- _AIM OF THE TASK_:
Return the material below exactly, but only from the line with "pinky pip: (274, 312)" through the line with "middle dip: (453, 281)", and without its pictures.

━━━━━ RECORDS SHOWN ━━━━━

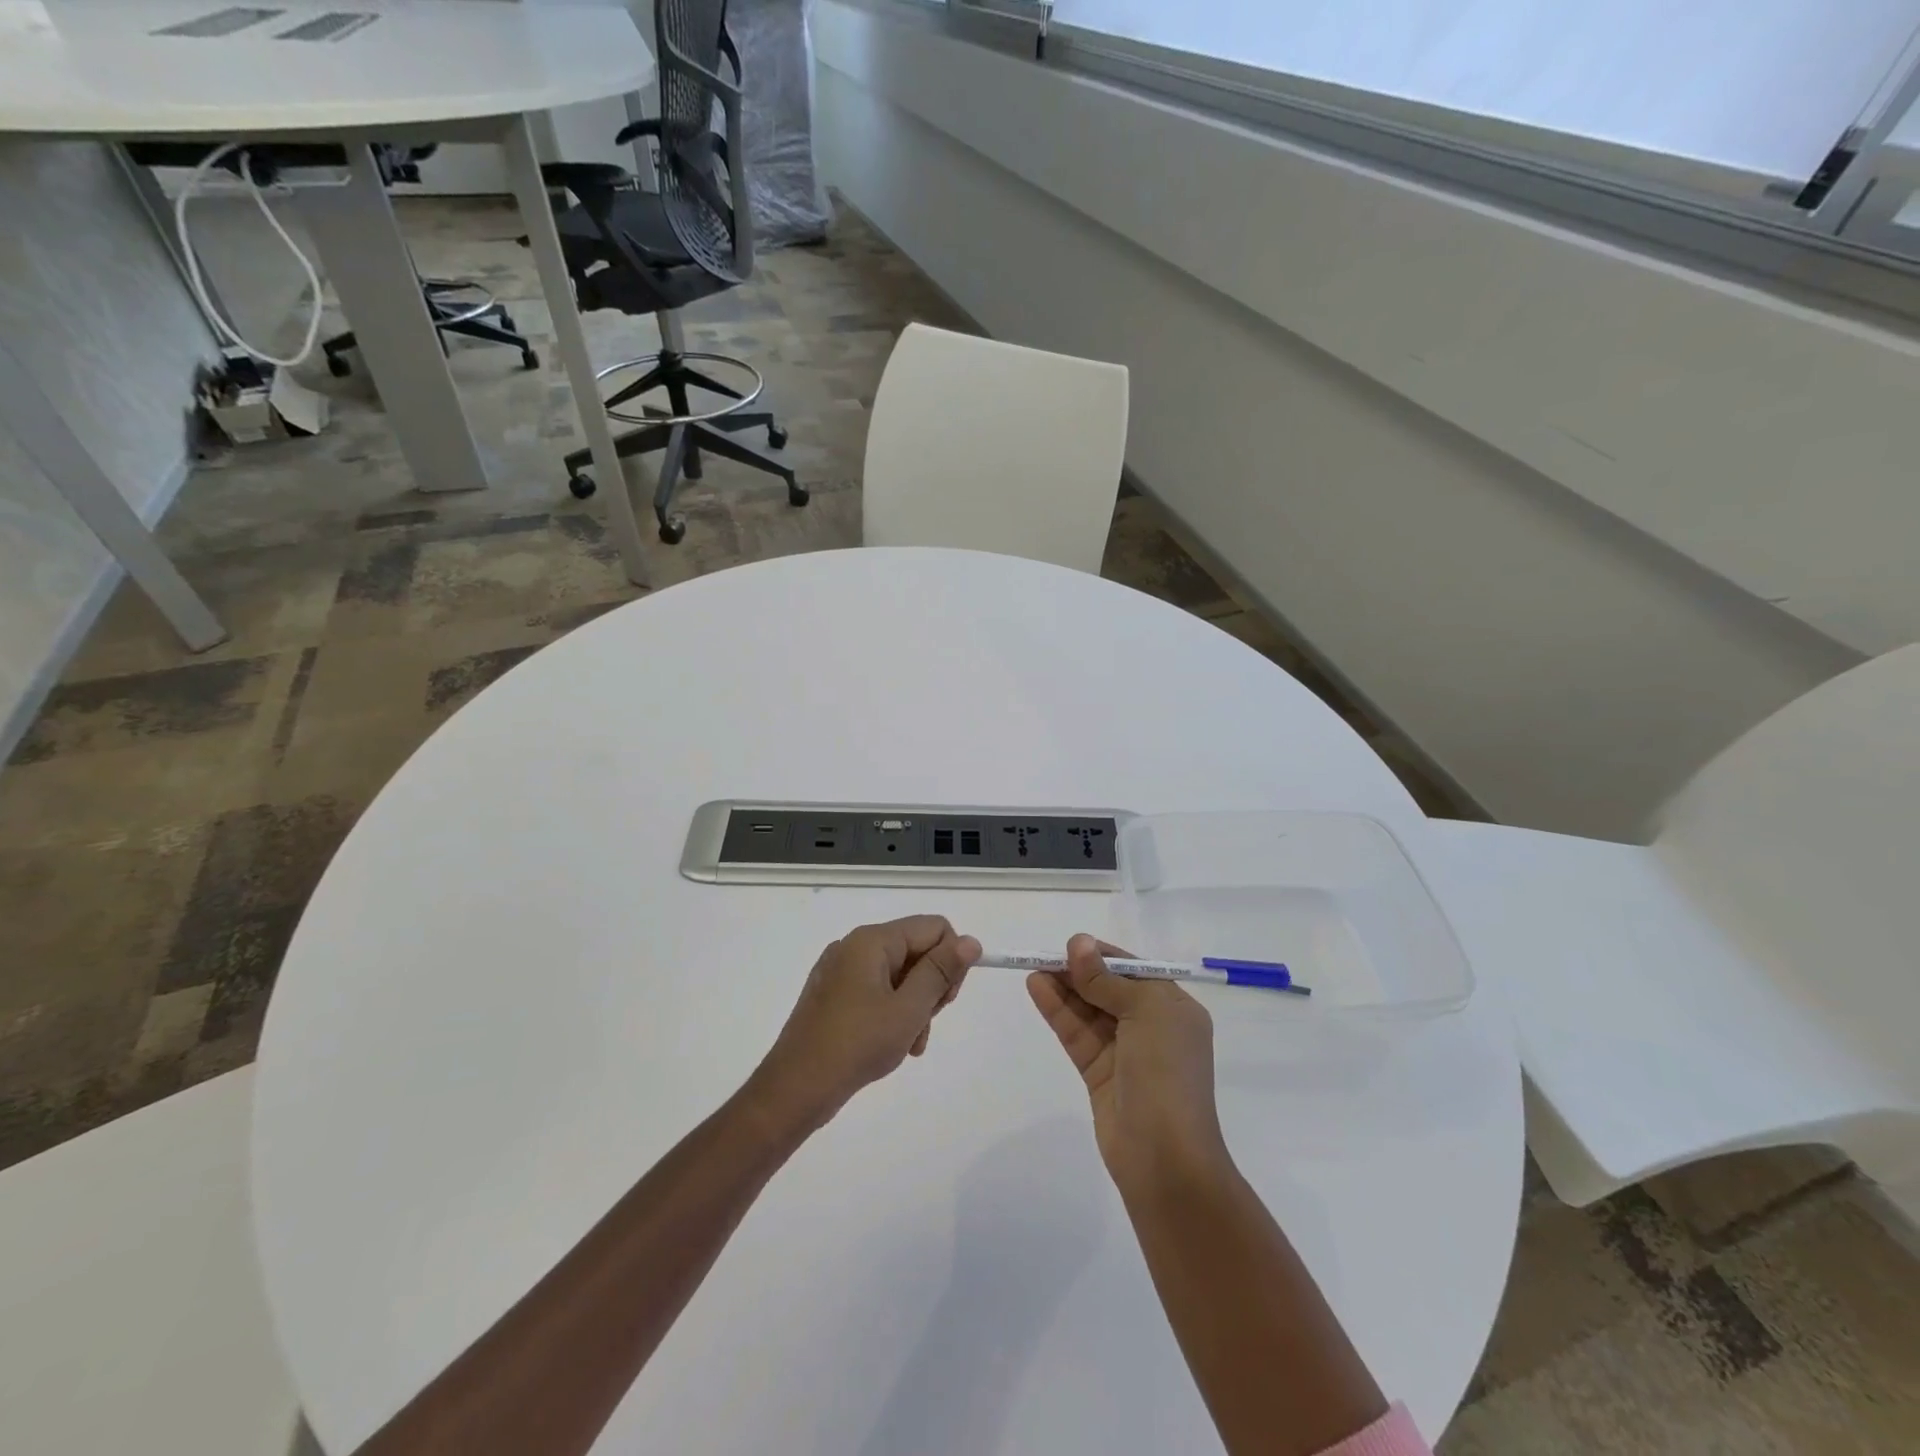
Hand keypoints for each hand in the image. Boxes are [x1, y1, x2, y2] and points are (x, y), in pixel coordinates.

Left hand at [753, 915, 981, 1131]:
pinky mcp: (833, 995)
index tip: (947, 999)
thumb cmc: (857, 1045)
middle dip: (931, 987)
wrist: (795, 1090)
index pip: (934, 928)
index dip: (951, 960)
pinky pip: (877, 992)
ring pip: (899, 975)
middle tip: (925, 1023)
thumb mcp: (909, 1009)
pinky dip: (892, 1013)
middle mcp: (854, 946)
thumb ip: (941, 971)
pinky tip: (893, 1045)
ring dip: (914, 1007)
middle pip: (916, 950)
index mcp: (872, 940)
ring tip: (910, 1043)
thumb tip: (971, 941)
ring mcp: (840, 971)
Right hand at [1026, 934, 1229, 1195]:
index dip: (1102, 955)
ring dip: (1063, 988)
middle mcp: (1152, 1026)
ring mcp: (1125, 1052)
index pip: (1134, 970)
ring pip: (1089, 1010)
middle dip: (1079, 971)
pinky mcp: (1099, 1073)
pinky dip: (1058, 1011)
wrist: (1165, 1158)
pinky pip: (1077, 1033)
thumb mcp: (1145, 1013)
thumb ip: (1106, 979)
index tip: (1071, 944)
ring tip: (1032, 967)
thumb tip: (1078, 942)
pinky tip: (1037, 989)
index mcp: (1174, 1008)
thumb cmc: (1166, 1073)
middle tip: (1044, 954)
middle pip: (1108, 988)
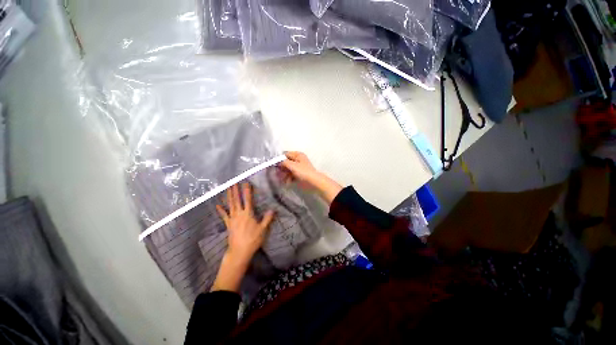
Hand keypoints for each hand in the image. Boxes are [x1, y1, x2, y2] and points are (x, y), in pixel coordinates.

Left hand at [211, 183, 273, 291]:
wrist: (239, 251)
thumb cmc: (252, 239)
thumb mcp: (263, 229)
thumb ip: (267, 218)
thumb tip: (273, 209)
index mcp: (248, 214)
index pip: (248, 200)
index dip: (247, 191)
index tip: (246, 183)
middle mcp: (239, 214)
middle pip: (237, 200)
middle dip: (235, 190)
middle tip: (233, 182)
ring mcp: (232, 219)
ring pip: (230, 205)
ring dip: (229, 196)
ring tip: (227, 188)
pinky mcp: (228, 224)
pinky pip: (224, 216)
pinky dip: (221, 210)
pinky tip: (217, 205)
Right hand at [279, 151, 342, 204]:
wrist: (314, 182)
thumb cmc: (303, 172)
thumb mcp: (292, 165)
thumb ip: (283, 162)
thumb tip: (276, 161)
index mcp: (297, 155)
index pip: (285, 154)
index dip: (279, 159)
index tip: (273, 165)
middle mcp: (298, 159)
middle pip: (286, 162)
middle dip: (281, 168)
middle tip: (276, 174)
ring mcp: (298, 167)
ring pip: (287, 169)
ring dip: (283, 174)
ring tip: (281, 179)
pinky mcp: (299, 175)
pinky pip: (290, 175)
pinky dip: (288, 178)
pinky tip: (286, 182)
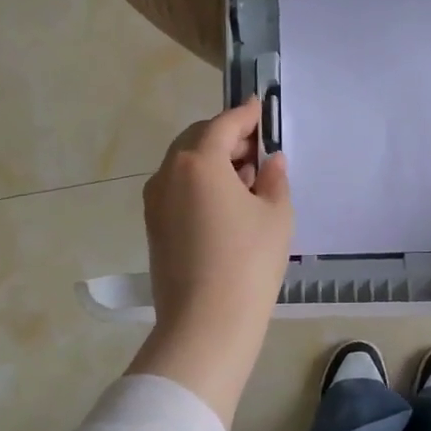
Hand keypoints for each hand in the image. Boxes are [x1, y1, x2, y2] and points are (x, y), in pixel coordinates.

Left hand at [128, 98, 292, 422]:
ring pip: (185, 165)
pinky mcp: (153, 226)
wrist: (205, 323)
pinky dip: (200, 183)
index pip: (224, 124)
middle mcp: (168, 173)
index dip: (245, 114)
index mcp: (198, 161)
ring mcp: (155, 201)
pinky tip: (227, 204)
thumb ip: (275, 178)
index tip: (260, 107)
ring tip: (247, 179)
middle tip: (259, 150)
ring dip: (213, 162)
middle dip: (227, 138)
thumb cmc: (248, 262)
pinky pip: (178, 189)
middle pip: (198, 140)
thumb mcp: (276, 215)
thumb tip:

━━━━━
━━━━━ RECORDS SHOWN ━━━━━

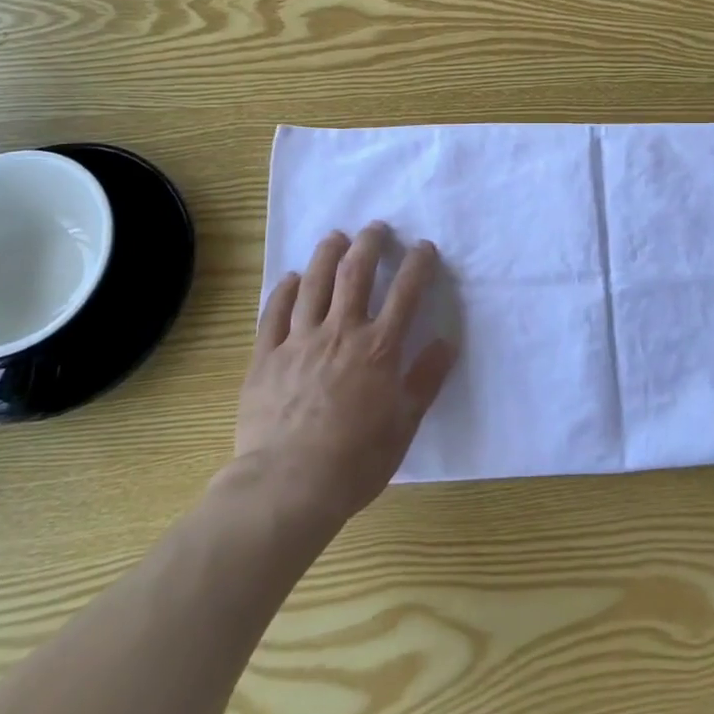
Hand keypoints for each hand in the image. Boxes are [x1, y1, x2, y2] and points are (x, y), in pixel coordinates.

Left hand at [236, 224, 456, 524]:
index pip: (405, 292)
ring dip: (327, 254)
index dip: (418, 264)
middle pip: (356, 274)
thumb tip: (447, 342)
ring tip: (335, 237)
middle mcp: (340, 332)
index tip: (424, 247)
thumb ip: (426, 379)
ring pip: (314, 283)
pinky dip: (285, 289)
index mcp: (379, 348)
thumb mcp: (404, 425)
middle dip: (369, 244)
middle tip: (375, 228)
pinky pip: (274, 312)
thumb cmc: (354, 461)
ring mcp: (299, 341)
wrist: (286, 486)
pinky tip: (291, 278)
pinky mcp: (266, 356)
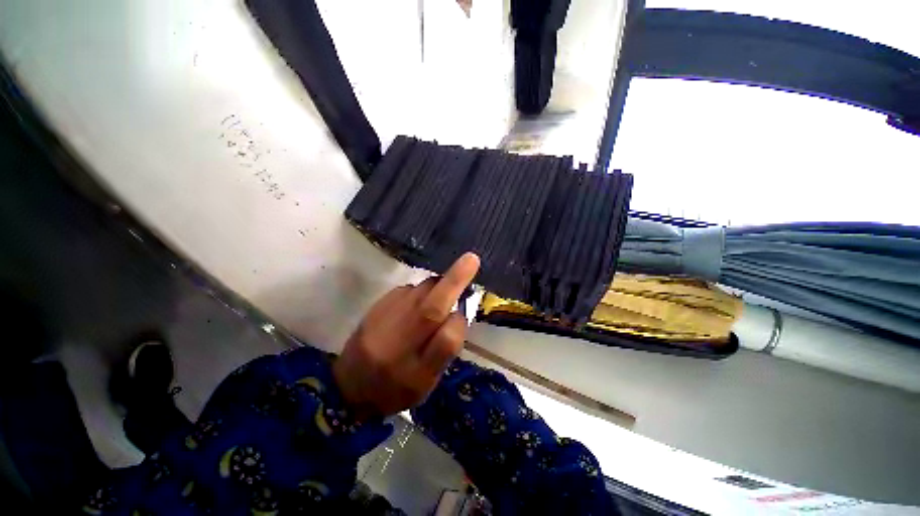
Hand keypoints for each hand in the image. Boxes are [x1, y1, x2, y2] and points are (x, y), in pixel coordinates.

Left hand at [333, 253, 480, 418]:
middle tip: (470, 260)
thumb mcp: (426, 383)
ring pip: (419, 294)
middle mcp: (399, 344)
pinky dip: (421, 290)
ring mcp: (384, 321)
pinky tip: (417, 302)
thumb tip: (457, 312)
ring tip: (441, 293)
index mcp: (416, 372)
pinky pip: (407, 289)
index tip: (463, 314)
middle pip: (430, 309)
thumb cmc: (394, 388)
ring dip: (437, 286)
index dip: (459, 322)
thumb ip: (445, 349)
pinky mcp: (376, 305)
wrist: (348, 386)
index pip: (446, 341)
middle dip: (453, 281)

━━━━━
━━━━━ RECORDS SHOWN ━━━━━

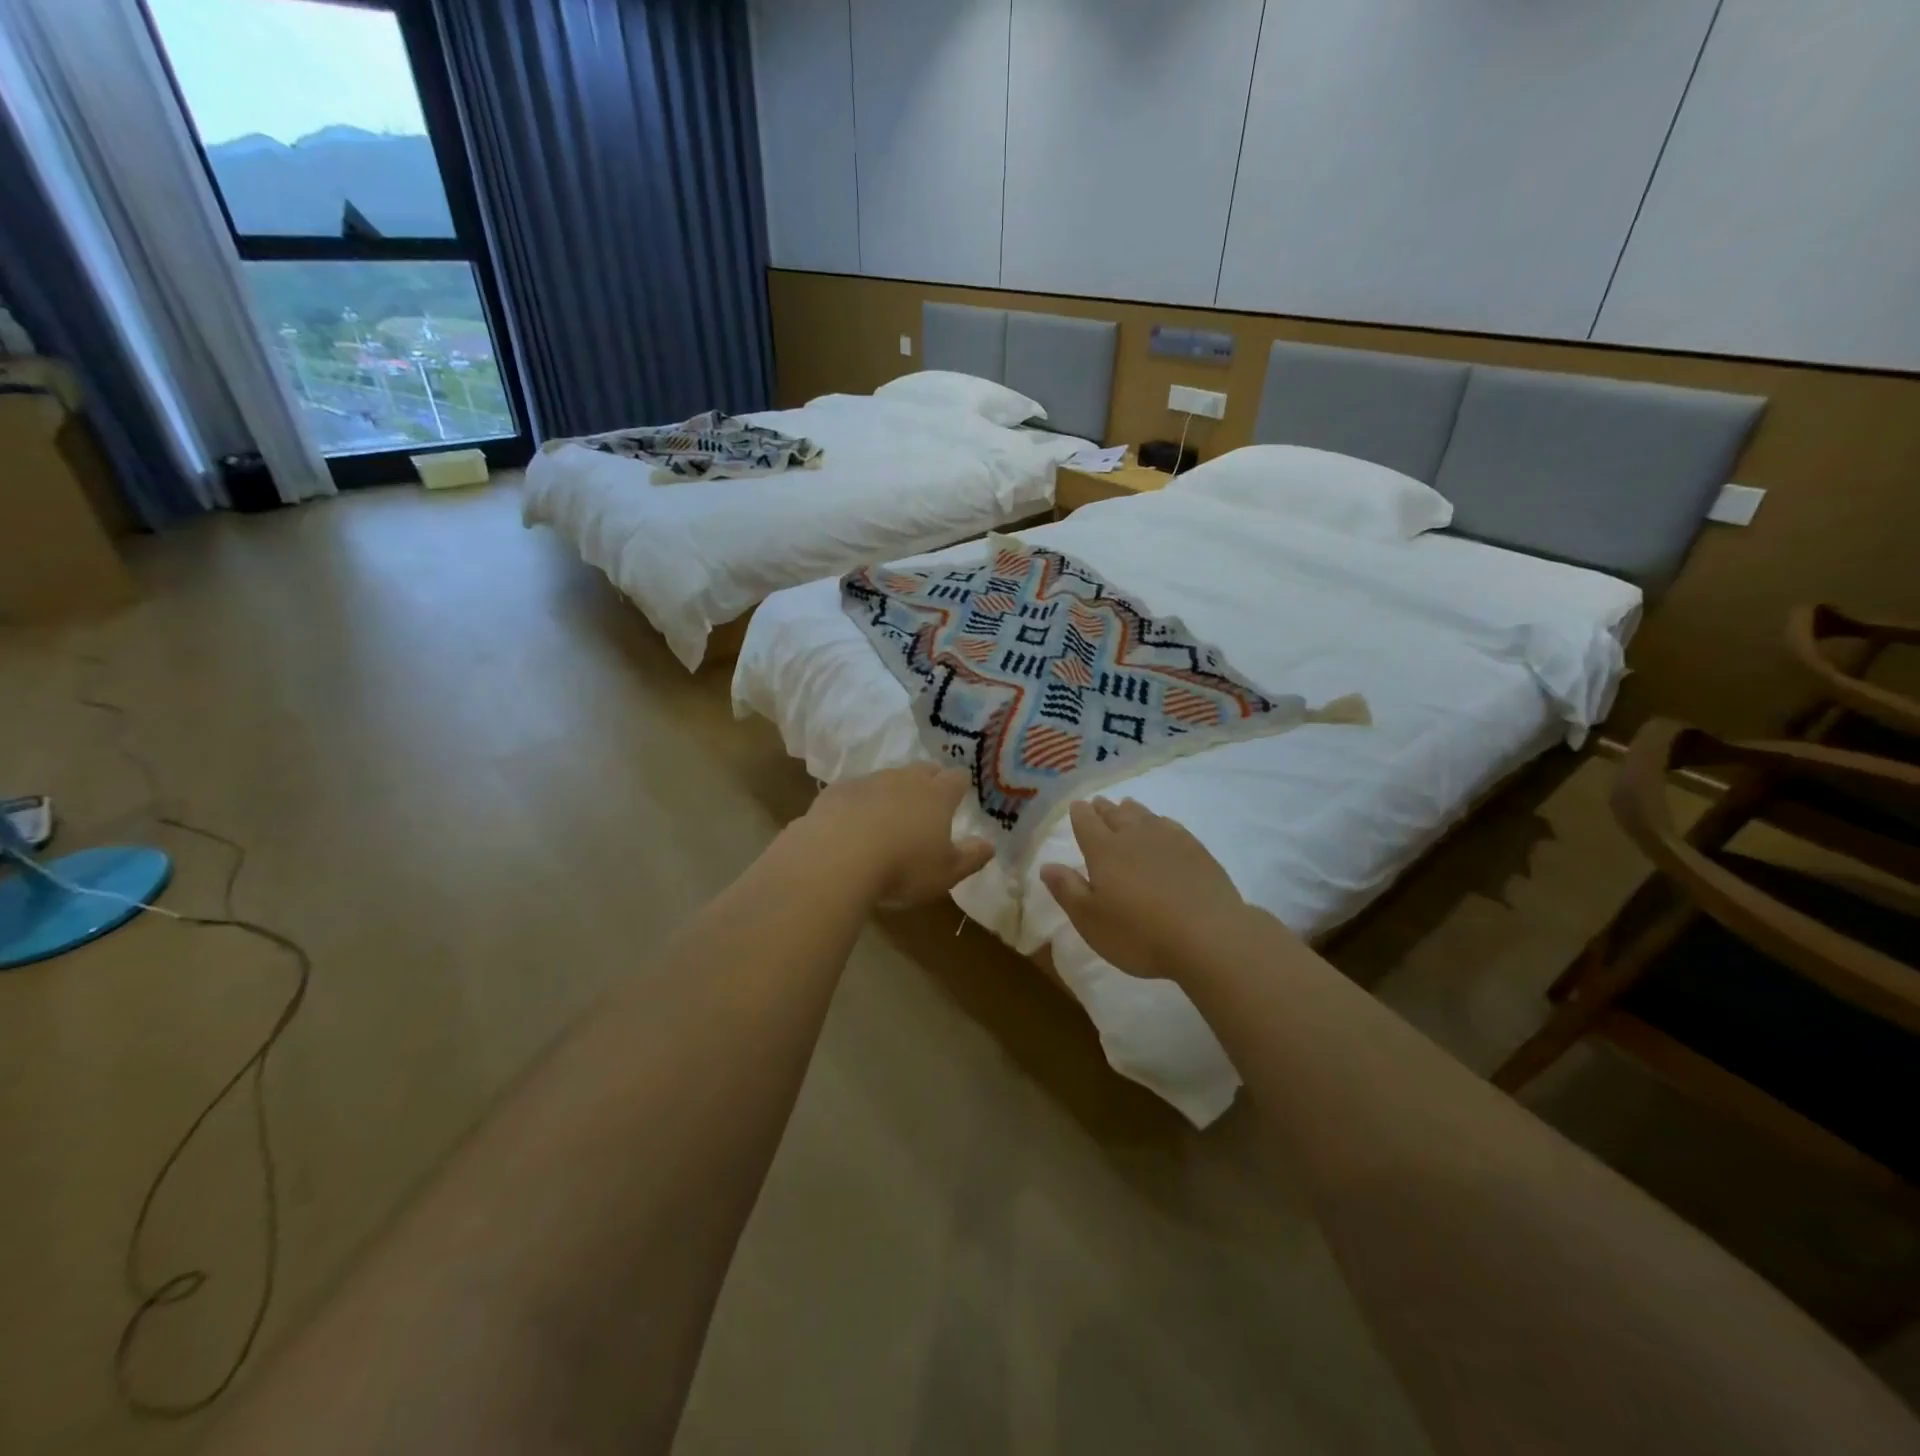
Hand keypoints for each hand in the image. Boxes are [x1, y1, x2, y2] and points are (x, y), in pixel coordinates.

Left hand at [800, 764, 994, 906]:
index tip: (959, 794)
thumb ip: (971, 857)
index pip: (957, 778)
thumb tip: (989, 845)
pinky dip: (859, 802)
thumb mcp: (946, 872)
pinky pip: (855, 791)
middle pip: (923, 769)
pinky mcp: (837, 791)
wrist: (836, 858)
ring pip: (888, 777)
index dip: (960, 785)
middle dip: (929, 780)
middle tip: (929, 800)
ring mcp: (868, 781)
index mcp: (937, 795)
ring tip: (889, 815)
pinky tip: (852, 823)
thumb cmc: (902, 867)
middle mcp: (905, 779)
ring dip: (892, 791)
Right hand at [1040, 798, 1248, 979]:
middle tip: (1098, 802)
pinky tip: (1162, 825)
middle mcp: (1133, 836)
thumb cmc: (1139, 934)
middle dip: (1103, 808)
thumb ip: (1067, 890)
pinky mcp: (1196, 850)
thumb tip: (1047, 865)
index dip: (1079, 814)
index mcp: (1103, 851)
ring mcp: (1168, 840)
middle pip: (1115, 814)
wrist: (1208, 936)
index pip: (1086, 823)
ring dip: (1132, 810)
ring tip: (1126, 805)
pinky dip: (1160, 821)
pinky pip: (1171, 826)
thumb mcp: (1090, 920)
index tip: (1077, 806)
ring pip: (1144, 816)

━━━━━

- _SOLUTION TO THIS PROBLEM_:
pinky pip: (274, 312)
thumb cmc: (354, 461)
ring mcp: (299, 341)
wrist: (286, 486)
pinky tip: (291, 278)
pinky mcp: (266, 356)
Hand keypoints for each hand in the image. Boxes are [x1, y1, x2, y2] and points are (x, y), in pixel coordinates.

Left hand at [333, 253, 480, 418]:
middle tip: (470, 260)
thumb mcp: (426, 383)
ring pip: (419, 294)
middle mcp: (399, 344)
pinky dip: (421, 290)
ring mcp: (384, 321)
pinky tip: (417, 302)
thumb tip: (457, 312)
ring tip: (441, 293)
index mcp: (416, 372)
pinky pip: (407, 289)
index tip: (463, 314)
middle pip: (430, 309)
thumb cmc: (394, 388)
ring dip: (437, 286)
index dip: (459, 322)
thumb ip: (445, 349)
pinky mcp: (376, 305)
wrist: (348, 386)
index pip: (446, 341)
middle dip: (453, 281)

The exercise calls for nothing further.